After initial skirmishes in the British Columbia Supreme Court and the British Columbia Court of Appeal, including an attempt by the union to appeal to the Supreme Court of Canada, the matter came on for trial before Justice Norman William Whittaker of the Supreme Court. In 1949, he ruled in favour of Kuzych. He rejected the union's argument that there had been no valid contract and found that the BISU had not strictly followed its own internal disciplinary process, resulting in an unfair process: it was so flawed and biased that it was a nullity. Whittaker also commented on the serious consequences for Kuzych if his membership was cancelled: since he would not be able to work in closed shops, expulsion was "little less than a sentence of industrial death". The BISU was therefore in breach of the membership contract. The court awarded $5,000 in punitive damages and directed that Kuzych be re-instated.

===Court of Appeal===
On behalf of the union, White appealed to the British Columbia Court of Appeal. The appeal was heard by five judges of the Court of Appeal: the Chief Justice of British Columbia, Gordon M. Sloan, and Justices O'Halloran, Robertson, Sidney Smith and Bird. In 1950, by a 3–2 decision, the Court of Appeal upheld the trial decision and the orders for punitive damages and re-instatement.

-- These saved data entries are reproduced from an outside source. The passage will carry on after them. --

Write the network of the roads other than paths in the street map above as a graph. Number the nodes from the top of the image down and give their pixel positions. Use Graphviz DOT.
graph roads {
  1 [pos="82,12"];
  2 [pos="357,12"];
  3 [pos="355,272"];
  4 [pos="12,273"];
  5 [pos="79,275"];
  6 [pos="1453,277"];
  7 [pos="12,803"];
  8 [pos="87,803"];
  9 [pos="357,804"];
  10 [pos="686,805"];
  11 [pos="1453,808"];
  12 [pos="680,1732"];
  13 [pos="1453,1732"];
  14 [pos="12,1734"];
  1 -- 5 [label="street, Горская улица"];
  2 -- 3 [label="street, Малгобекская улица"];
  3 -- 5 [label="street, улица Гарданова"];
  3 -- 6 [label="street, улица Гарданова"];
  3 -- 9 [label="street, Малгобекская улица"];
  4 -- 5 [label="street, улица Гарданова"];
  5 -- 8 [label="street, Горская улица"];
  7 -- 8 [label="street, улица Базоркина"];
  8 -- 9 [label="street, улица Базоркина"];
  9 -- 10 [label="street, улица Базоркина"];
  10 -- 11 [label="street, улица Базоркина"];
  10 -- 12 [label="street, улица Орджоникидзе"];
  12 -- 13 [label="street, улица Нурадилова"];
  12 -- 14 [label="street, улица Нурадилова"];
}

The three judges in the majority each gave their own reasons for the decision, but they approached the matter in a similar fashion. All three judges were of the view that individuals have the right to work at their trade. Justices O'Halloran and Robertson agreed with the trial judge's conclusion that the BISU discipline committee was biased against Kuzych from the start, believing him to be anti-union, and were determined to expel him. They also agreed that one member of the committee had stated that anyone who supported Kuzych would "get the works", which was interpreted as a threat to ensure Kuzych would be expelled. In their view, the proceedings of the committee were so flawed as not to amount to a true hearing at all. They also rejected the argument, advanced for the first time on appeal, that Kuzych should have first used the internal union appeal mechanism, which provided for an appeal to the executive of the Shipyard General Workers' Federation. They concluded that since the discipline proceeding was so flawed, it was a nullity. There was therefore nothing for Kuzych to appeal under the union constitution, and he could go directly to the courts.

Justice Sydney Smith took a somewhat different approach. He held that the committee was properly constituted, but he agreed that the union leadership was biased and had prevented a fair hearing by the committee and then by the union membership. He also held there was no need for Kuzych to appeal internally, as the courts continued to have jurisdiction when men's livelihood was at stake.

Justice Bird wrote in dissent, the Chief Justice concurring. They did not agree that the committee was improperly constituted. It was correct that an ineligible member had originally been elected to the standing discipline committee, but the union had dealt with that issue by having all members of the committee resign and holding a new election. Bird agreed that this process did not comply strictly with the by-laws, but concluded that it was "a reasonable and practical compliance with the spirit of the by-laws", a bona fide attempt to resolve the problem caused by the election of an ineligible member.

With respect to the internal union appeal process, Justice Bird concluded that Kuzych was bound by the contractual obligation to exhaust his internal appeals before going to the courts. The allegations of an unfair process were a factor that could be raised in that appeal. Nor was there anything to suggest that the appeal body would act in bad faith. Kuzych therefore should have followed the internal union appeal process, and until he did so and got a decision, the courts did not have jurisdiction. Bird would have dismissed the appeal, but without prejudice to Kuzych's right to return to the courts, if dissatisfied by the result of the internal appeal.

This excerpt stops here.